After much pondering and consideration, I have decided to close this blog. Simple living is an inherent part of who we are. It has helped shape us and move us from the life we lived towards the life we value and as such, my writing will always reflect that.


But don't worry I have a brand spanking new blog that better reflects where we are today and what we are trying to achieve. We have recently decided to name our farm Barradale Farm and it makes sense to rename the blog at the same time. As the farm grows it is more practical to have everything under the same, easily identifiable umbrella.

I have shared more in-depth reasoning behind this shift, and a reflection on our new blog at Barradale Farm.


I hope to see you there! 
Much love,
Emma

Come on in, excuse the mess!

We have had visitors this week, who arrived Monday.
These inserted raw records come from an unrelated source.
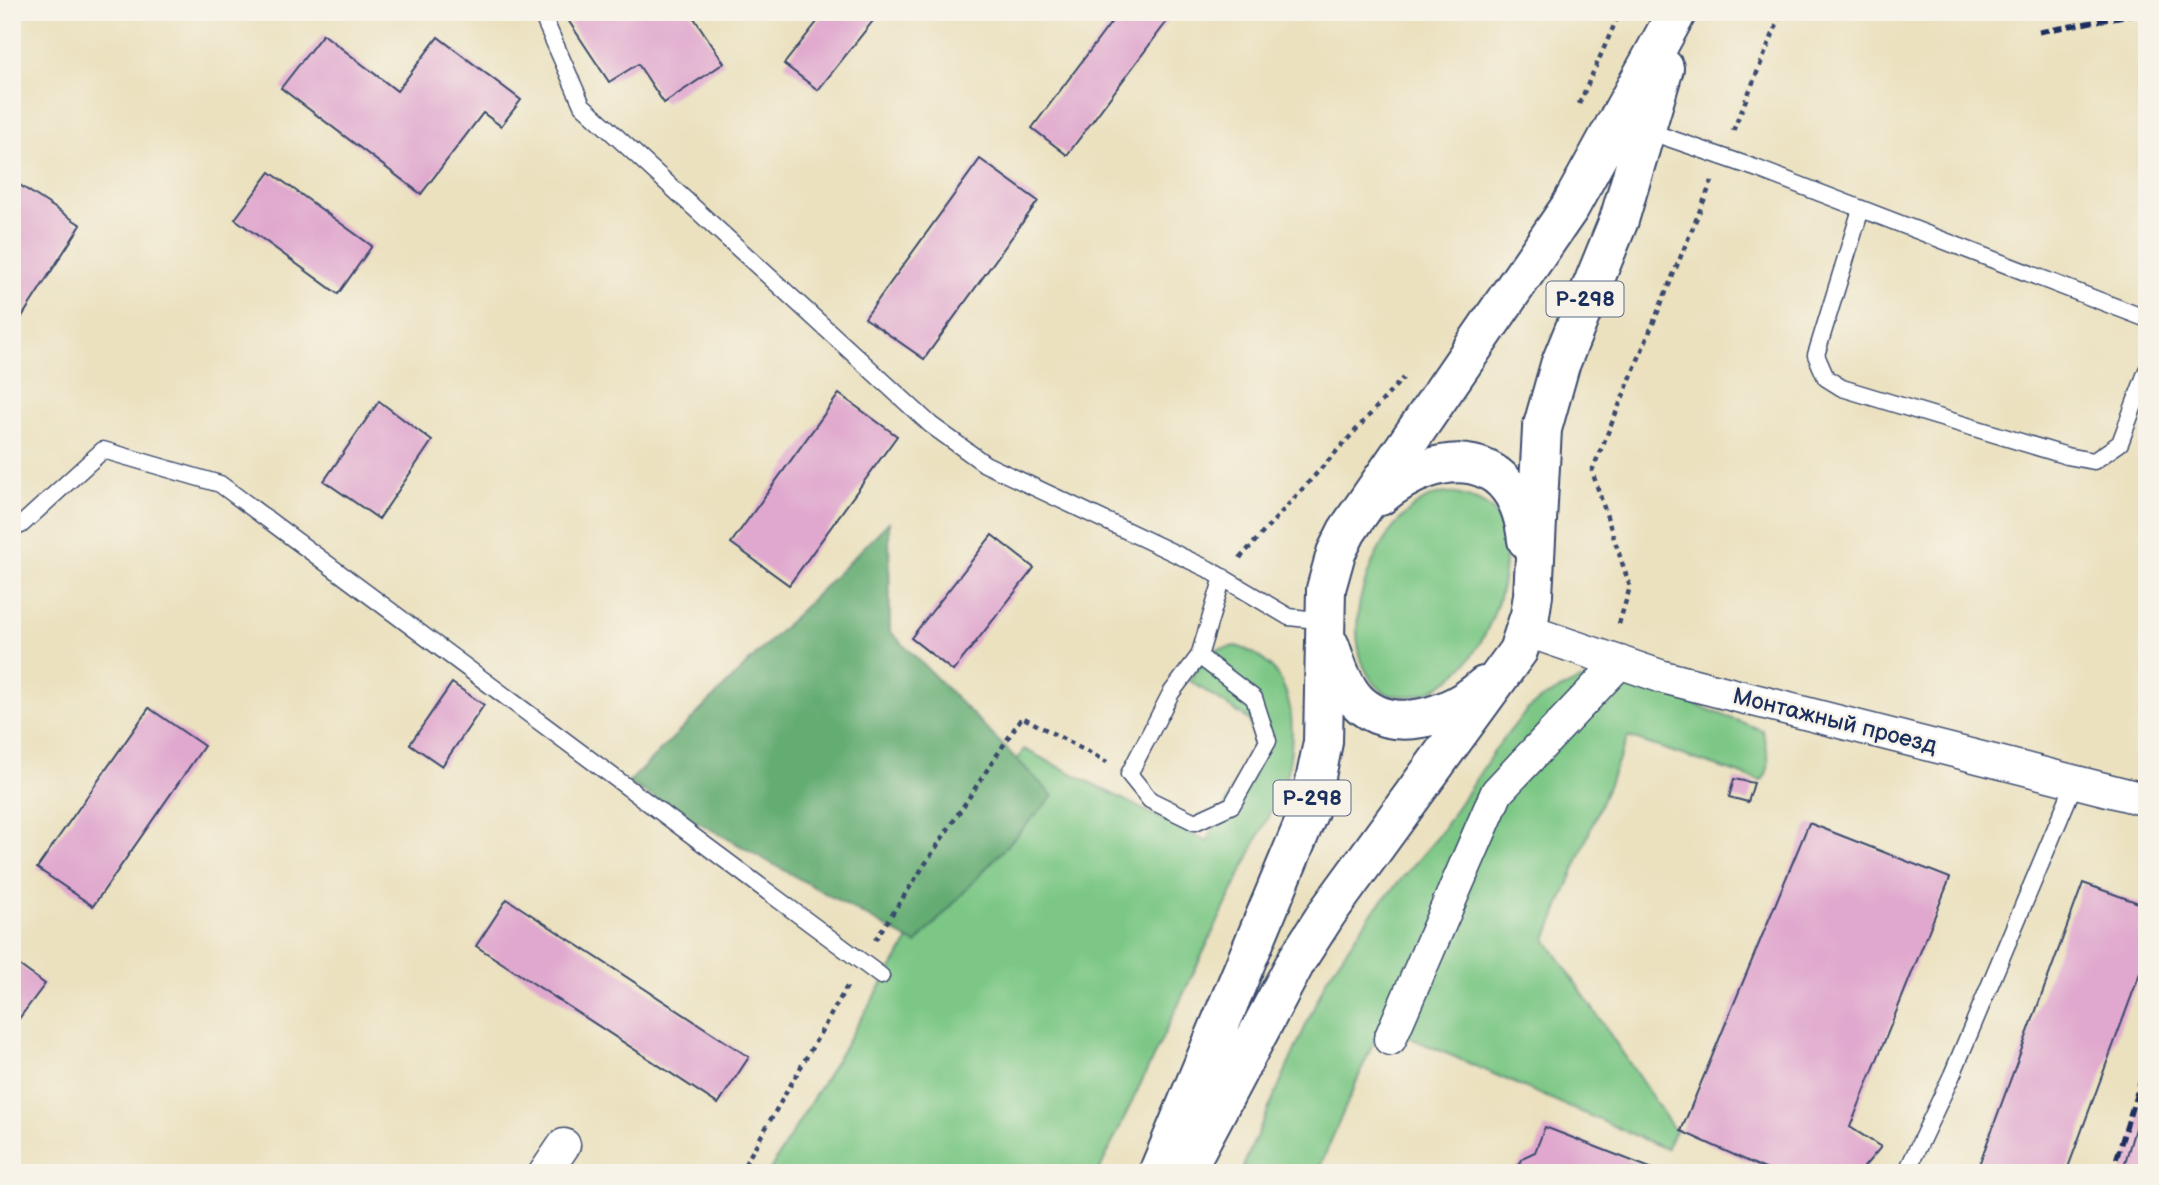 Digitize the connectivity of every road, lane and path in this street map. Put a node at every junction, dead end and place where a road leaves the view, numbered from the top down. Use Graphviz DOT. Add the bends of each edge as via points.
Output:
graph roads {
  1 [pos="541,12"];
  2 [pos="1620,12"];
  3 [pos="1679,12"];
  4 [pos="1782,12"];
  5 [pos="1575,114"];
  6 [pos="1645,130"];
  7 [pos="1722,156"];
  8 [pos="1861,209"];
  9 [pos="2147,319"];
  10 [pos="1412,367"];
  11 [pos="2147,370"];
  12 [pos="1361,511"];
  13 [pos="12,528"];
  14 [pos="1223,577"];
  15 [pos="1326,628"];
  16 [pos="1522,629"];
  17 [pos="1199,656"];
  18 [pos="1614,660"];
  19 [pos="1129,774"];
  20 [pos="2075,782"];
  21 [pos="2147,800"];
  22 [pos="860,963"];
  23 [pos="881,976"];
  24 [pos="1220,1022"];
  25 [pos="1255,1038"];
  26 [pos="1390,1039"];
  27 [pos="564,1144"];
  28 [pos="545,1173"];
  29 [pos="740,1173"];
  30 [pos="1144,1173"];
  31 [pos="1158,1173"];
  32 [pos="1184,1173"];
  33 [pos="1209,1173"];
  34 [pos="1906,1173"];
  1 -- 14 [label="lane" via="582,105 931,425 985,464"];
  2 -- 5 [label="path"];
  3 -- 6 [label="highway, Р-298"];
  3 -- 12 [label="highway, Р-298" via="1570,207"];
  4 -- 7 [label="path"];
  6 -- 7 [label="lane"];
  6 -- 16 [label="highway, Р-298" via="1619,220 1581,309 1544,419"];
  7 -- 8 [label="lane"];
  7 -- 18 [label="path" via="1592,471 1630,587"];
  8 -- 9 [label="lane"];
  8 -- 11 [label="lane" via="1816,355 1826,378 1842,388 2094,461 2120,443"];
  10 -- 14 [label="path"];
  12 -- 15 [label="highway, Р-298" via="1336,553 1326,589"];
  12 -- 16 [label="highway, Р-298" via="1401,479 1422,469 1442,462 1482,467 1505,485 1521,513"];
  13 -- 22 [label="lane" via="21,525 103,450 220,484"];
  14 -- 15 [label="lane" via="1289,617"];
  14 -- 17 [label="lane"];
  15 -- 16 [label="highway, Р-298" via="1341,679 1368,710 1393,719 1419,719 1475,695"];
  15 -- 24 [label="highway, Р-298" via="1325,715 1317,780 1296,846"];
  16 -- 18 [label="street, Монтажный проезд"];
  16 -- 25 [label="highway" via="1327,913"];
  17 -- 19 [label="lane" via="1171,693"];
  17 -- 19 [label="lane" via="1254,698 1268,741 1232,805 1195,822 1150,800"];
  18 -- 20 [label="street, Монтажный проезд"];
  18 -- 26 [label="street" via="1497,792"];
  19 -- 22 [label="path" via="1022,717"];
  20 -- 21 [label="street, Монтажный проезд"];
  20 -- 34 [label="lane"];
  22 -- 23 [label="lane"];
  22 -- 29 [label="path"];
  24 -- 30 [label="highway, Р-298"];
  24 -- 31 [label="highway, Р-298"];
  25 -- 32 [label="highway"];
  25 -- 33 [label="highway"];
  27 -- 28 [label="street"];
}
My very dear friend, her husband and their three lovely children. Before they came I attempted to clear space so we all fit, which was challenging, but it was also a good excuse for a much-needed declutter. They too are renovating their home and have been for several years now on and off, so I was reassured they wouldn't look at the various projects we have on the go.  
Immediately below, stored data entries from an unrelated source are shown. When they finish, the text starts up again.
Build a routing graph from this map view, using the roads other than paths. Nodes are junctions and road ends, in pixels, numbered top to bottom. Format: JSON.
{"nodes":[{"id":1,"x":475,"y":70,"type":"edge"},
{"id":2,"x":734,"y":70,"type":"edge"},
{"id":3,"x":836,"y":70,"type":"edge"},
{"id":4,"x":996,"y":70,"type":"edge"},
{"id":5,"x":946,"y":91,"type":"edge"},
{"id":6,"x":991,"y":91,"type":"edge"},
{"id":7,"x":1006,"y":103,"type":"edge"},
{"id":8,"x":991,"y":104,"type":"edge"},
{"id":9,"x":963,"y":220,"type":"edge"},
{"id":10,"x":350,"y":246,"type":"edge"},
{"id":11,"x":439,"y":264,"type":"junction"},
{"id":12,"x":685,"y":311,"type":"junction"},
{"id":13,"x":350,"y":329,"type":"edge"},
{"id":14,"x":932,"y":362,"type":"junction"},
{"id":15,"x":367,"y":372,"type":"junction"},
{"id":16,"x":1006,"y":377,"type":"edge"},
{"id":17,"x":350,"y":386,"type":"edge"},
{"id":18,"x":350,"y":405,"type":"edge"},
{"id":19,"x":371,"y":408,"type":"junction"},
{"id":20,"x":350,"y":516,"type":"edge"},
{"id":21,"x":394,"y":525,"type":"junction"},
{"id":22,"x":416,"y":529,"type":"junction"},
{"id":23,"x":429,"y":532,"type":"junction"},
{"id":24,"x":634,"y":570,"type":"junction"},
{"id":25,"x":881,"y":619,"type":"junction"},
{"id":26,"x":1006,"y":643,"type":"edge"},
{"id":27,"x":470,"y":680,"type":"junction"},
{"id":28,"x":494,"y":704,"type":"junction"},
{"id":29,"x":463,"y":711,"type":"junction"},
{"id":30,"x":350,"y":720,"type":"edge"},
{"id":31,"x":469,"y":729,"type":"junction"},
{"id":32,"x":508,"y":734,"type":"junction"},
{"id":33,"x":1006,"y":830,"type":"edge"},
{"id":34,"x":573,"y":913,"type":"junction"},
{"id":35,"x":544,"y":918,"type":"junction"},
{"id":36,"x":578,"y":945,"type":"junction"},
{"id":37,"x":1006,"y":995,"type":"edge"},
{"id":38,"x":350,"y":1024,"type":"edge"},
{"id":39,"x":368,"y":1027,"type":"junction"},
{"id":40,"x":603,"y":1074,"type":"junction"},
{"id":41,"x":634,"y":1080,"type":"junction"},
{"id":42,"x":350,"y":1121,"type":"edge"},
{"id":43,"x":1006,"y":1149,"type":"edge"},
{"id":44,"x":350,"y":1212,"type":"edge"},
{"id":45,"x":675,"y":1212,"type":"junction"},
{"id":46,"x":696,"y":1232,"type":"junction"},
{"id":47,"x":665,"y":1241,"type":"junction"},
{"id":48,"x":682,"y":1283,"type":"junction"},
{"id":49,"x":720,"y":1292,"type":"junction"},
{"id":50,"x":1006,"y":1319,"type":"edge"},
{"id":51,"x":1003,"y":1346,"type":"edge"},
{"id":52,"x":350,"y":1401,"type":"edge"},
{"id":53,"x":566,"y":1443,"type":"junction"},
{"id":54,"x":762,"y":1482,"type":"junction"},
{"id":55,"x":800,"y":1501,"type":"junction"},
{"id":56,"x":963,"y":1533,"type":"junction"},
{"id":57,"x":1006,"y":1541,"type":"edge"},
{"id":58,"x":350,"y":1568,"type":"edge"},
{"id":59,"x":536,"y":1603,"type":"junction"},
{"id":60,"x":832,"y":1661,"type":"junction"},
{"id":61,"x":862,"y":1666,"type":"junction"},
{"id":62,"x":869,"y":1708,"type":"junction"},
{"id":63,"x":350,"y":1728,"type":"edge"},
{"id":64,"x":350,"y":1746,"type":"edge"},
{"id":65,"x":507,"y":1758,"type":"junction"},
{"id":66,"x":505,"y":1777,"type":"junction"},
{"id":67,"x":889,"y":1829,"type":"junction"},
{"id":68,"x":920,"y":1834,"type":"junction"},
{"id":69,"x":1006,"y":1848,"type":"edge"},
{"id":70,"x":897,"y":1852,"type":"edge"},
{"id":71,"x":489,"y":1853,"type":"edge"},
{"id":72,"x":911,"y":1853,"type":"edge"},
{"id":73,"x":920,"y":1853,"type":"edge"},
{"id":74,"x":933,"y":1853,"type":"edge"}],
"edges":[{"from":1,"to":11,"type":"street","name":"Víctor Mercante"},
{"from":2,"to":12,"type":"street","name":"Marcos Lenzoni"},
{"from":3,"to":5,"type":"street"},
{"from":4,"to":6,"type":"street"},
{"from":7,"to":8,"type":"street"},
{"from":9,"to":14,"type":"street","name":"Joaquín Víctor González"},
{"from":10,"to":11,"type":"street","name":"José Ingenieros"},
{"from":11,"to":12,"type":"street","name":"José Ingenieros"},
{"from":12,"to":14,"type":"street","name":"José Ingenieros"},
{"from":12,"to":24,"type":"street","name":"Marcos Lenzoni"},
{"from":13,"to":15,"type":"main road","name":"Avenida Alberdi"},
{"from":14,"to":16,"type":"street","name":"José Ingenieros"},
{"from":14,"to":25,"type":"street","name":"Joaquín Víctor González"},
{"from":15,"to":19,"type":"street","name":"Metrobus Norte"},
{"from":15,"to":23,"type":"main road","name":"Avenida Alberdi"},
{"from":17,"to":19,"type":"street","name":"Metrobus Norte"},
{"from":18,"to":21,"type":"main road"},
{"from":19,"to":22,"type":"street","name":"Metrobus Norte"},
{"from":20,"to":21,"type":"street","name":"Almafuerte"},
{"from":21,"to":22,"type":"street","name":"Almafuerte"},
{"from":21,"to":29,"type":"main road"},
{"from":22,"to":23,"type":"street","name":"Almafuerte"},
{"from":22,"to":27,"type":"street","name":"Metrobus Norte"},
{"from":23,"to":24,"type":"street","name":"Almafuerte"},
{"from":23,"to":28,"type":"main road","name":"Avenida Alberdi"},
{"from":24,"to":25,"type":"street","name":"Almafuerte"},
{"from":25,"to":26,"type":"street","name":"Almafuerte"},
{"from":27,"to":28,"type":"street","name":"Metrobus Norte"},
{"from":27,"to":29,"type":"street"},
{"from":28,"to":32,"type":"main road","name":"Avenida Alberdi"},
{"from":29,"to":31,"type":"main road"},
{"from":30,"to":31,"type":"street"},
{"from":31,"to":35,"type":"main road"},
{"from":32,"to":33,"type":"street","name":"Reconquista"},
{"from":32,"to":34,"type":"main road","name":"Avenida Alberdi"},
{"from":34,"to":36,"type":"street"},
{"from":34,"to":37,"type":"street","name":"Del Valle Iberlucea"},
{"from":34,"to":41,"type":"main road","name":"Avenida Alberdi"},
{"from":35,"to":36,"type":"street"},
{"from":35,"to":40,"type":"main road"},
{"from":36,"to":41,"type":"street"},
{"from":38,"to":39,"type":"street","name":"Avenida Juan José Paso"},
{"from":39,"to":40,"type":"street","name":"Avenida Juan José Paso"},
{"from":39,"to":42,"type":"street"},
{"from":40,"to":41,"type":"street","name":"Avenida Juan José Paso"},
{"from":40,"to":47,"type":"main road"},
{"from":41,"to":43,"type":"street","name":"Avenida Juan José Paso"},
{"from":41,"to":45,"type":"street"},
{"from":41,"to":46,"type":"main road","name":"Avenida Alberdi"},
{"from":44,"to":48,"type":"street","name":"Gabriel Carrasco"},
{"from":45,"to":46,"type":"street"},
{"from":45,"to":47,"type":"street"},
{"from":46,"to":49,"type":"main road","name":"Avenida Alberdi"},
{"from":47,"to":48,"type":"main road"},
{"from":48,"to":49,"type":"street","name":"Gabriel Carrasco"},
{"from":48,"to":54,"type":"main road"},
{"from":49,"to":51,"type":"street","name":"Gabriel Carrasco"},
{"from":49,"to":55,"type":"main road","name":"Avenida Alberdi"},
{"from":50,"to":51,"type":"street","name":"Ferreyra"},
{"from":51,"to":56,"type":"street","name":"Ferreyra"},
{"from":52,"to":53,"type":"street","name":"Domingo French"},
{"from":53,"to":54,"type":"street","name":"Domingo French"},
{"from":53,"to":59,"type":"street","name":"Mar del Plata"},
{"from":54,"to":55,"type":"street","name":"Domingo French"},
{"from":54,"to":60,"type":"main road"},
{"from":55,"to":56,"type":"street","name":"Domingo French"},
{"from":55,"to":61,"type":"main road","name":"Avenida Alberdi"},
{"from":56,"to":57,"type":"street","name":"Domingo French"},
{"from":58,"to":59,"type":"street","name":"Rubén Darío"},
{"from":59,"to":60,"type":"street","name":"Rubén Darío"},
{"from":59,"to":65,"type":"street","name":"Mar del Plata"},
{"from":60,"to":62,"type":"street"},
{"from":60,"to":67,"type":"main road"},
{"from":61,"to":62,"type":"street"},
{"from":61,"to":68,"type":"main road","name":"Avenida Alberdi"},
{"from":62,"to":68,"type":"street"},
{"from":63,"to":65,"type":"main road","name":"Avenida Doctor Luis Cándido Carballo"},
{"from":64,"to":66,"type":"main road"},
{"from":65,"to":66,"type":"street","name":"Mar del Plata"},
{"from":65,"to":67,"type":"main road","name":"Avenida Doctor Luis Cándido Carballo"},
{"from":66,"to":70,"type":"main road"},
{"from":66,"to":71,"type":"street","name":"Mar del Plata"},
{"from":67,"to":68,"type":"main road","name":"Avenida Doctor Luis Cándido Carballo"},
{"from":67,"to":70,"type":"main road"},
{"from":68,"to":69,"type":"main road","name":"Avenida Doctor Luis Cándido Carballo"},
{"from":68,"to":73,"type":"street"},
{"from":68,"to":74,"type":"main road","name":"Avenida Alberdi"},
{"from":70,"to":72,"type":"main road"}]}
This is my lounge as I get ready to upload this post. Reusable shopping bags waiting to get put in the car, clean washing waiting to be folded, book shelves in use and clearly not ordered into a pretty rainbow theme.  

Instagram would have us think that our homes and cooking skills need to be perfect to be worthy enough to invite people into our homes and lives, but that isn't the case. Well, it shouldn't be the case for anyone worth knowing anyway.
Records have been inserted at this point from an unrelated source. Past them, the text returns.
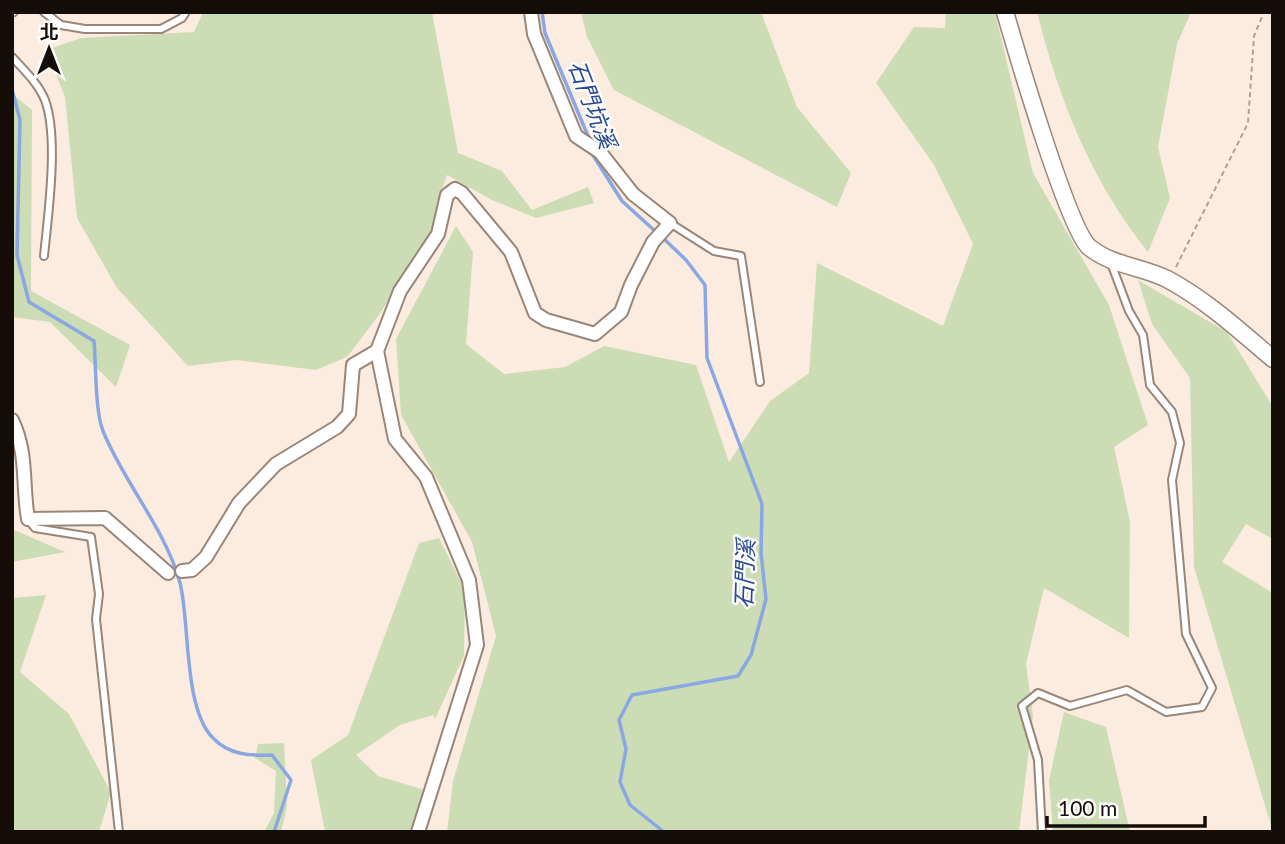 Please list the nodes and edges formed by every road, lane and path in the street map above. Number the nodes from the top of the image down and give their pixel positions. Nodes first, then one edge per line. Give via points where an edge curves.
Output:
1 (44, 12) edge
2 (186, 12) edge
3 (531, 12) edge
4 (1005, 12) edge
5 (1264, 12) edge
6 (12, 57) edge
7 (667, 226) junction
8 (44, 256) dead end
9 (1111, 262) junction
10 (1170, 281) junction
11 (377, 351) junction
12 (1273, 359) edge
13 (760, 382) dead end
14 (12, 420) edge
15 (28, 519) junction
16 (182, 571) joint
17 (168, 573) joint
18 (119, 832) edge
19 (418, 832) edge
20 (1042, 832) edge

1 - 2 lane via 61,25 85,29 161,29
3 - 7 street via 534,34 576,136 600,152 633,194
4 - 9 street via 1079,232 1087,245
5 - 10 path via 1254,36 1248,123
6 - 8 lane via 45,101 51,177
7 - 11 street via 655,240 621,312 595,334 535,313 511,252 455,189 447,195 438,234 400,292
7 - 13 lane via 714,251 741,256
9 - 10 street via 1145,269
9 - 20 lane via 1143,335 1150,385 1172,412 1180,443 1172,480 1186,634 1212,688 1202,707 1167,712 1127,690 1070,706 1038,693 1022,706 1038,760
10 - 12 street
11 - 16 street via 353,365 349,414 329,433 276,464 239,503 206,557 192,570
11 - 19 street via 395,439 426,477 469,580 477,645
14 - 15 street via 22,440
15 - 17 street via 105,518
15 - 18 lane via 35,528 91,537
16 - 17 lane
A family home is a busy place. Where children should be free to play, create and make. Adults should be able to pursue their interests and have a space too, be it a little nook, shelf or perhaps a whole room if you're really lucky. Humans are innately creative beings, and I think finding ways in which to express creativity is key to finding satisfaction in a simpler life. Whether it be gardening, building, up-cycling, sewing, mending, cooking, photography, drawing, painting or tinkering. There is no hard and fast way in which one can express creativity. The opportunities are endless.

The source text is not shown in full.